(Input material Opens)

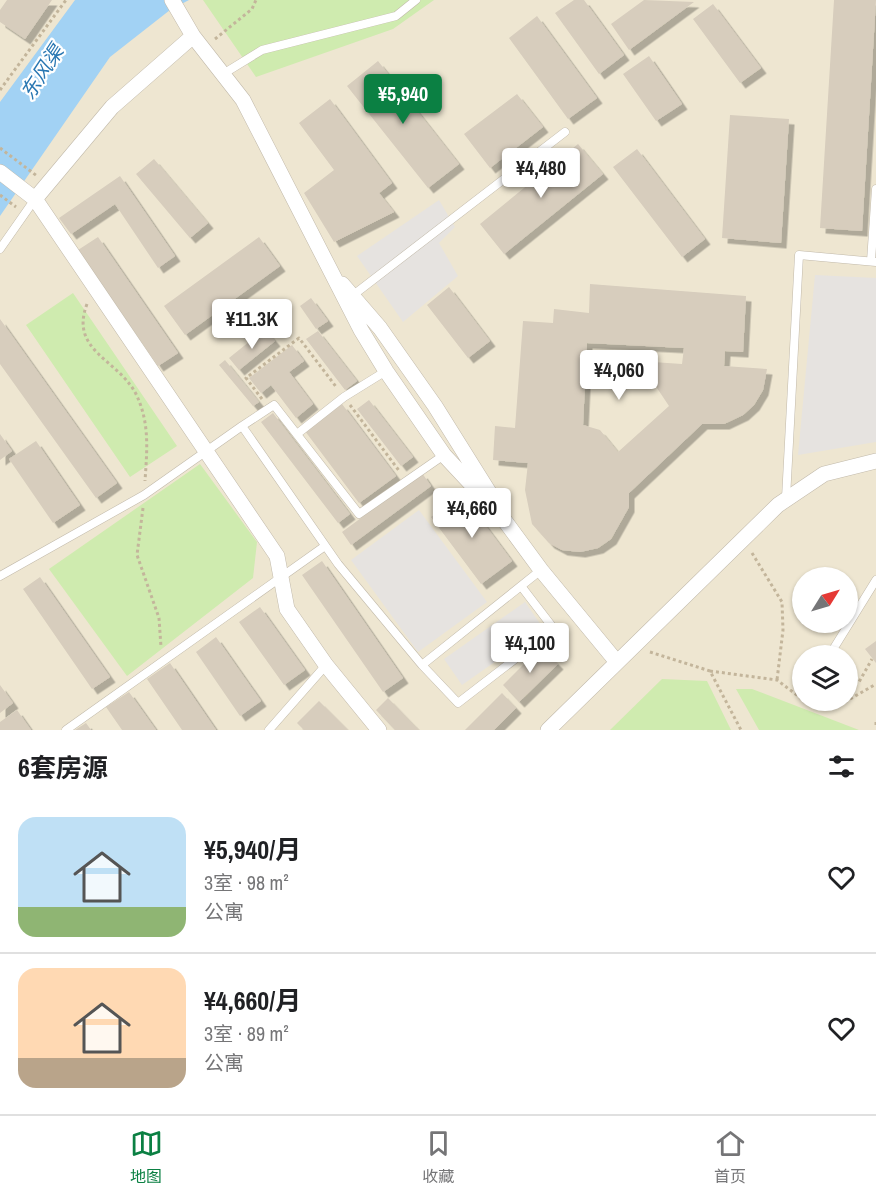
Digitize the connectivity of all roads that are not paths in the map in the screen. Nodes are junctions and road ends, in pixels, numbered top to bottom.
1 (172, 0) edge
2 (416, 0) edge
3 (193, 36) junction
4 (224, 74) junction
5 (565, 132) dead end
6 (0, 172) edge
7 (876, 189) edge
8 (31, 196) junction
9 (0, 249) edge
10 (874, 262) edge
11 (350, 298) junction
12 (386, 371) junction
13 (242, 426) junction
14 (297, 434) junction
15 (206, 452) junction
16 (444, 455) junction
17 (876, 460) edge
18 (786, 500) junction
19 (502, 517) junction
20 (325, 546) junction
21 (541, 570) junction
22 (0, 576) edge
23 (281, 580) junction
24 (876, 580) edge
25 (521, 586) junction
26 (836, 645) edge
27 (616, 661) junction
28 (327, 665) junction
29 (422, 665) junction
30 (66, 730) edge
31 (268, 730) edge
32 (379, 730) edge
33 (548, 730) edge

1 - 3 street
2 - 4 lane
3 - 4 street
3 - 8 street
4 - 11 street
5 - 11 lane
6 - 8 street
7 - 10 lane
8 - 9 lane
8 - 15 street
10 - 18 lane
11 - 12 street
11 - 19 street
12 - 14 lane
12 - 16 street
13 - 14 lane
13 - 15 lane
13 - 20 lane
14 - 16 lane
15 - 22 lane
15 - 23 street
16 - 19 street
17 - 18 street
18 - 27 street
19 - 21 street
20 - 23 lane
20 - 29 lane
21 - 25 lane
21 - 27 street
23 - 28 street
23 - 30 lane
24 - 26 lane
25 - 29 lane
25 - 29 lane
27 - 33 street
28 - 31 lane
28 - 32 street

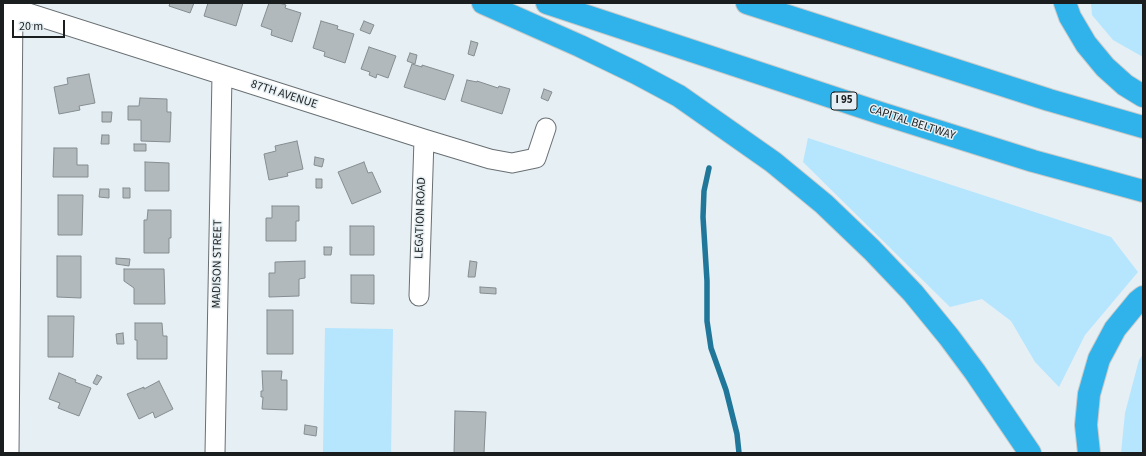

(Input material Closes)

#### [Your assignment]
Output the listing exactly, without images.

#### [Final answer]
Digitize the connectivity of all roads that are not paths in the map in the screen. Nodes are junctions and road ends, in pixels, numbered top to bottom.
1 (172, 0) edge
2 (416, 0) edge
3 (193, 36) junction
4 (224, 74) junction
5 (565, 132) dead end
6 (0, 172) edge
7 (876, 189) edge
8 (31, 196) junction
9 (0, 249) edge
10 (874, 262) edge
11 (350, 298) junction
12 (386, 371) junction
13 (242, 426) junction
14 (297, 434) junction
15 (206, 452) junction
16 (444, 455) junction
17 (876, 460) edge
18 (786, 500) junction
19 (502, 517) junction
20 (325, 546) junction
21 (541, 570) junction
22 (0, 576) edge
23 (281, 580) junction
24 (876, 580) edge
25 (521, 586) junction
26 (836, 645) edge
27 (616, 661) junction
28 (327, 665) junction
29 (422, 665) junction
30 (66, 730) edge
31 (268, 730) edge
32 (379, 730) edge
33 (548, 730) edge

1 - 3 street
2 - 4 lane
3 - 4 street
3 - 8 street
4 - 11 street
5 - 11 lane
6 - 8 street
7 - 10 lane
8 - 9 lane
8 - 15 street
10 - 18 lane
11 - 12 street
11 - 19 street
12 - 14 lane
12 - 16 street
13 - 14 lane
13 - 15 lane
13 - 20 lane
14 - 16 lane
15 - 22 lane
15 - 23 street
16 - 19 street
17 - 18 street
18 - 27 street
19 - 21 street
20 - 23 lane
20 - 29 lane
21 - 25 lane
21 - 27 street
23 - 28 street
23 - 30 lane
24 - 26 lane
25 - 29 lane
25 - 29 lane
27 - 33 street
28 - 31 lane
28 - 32 street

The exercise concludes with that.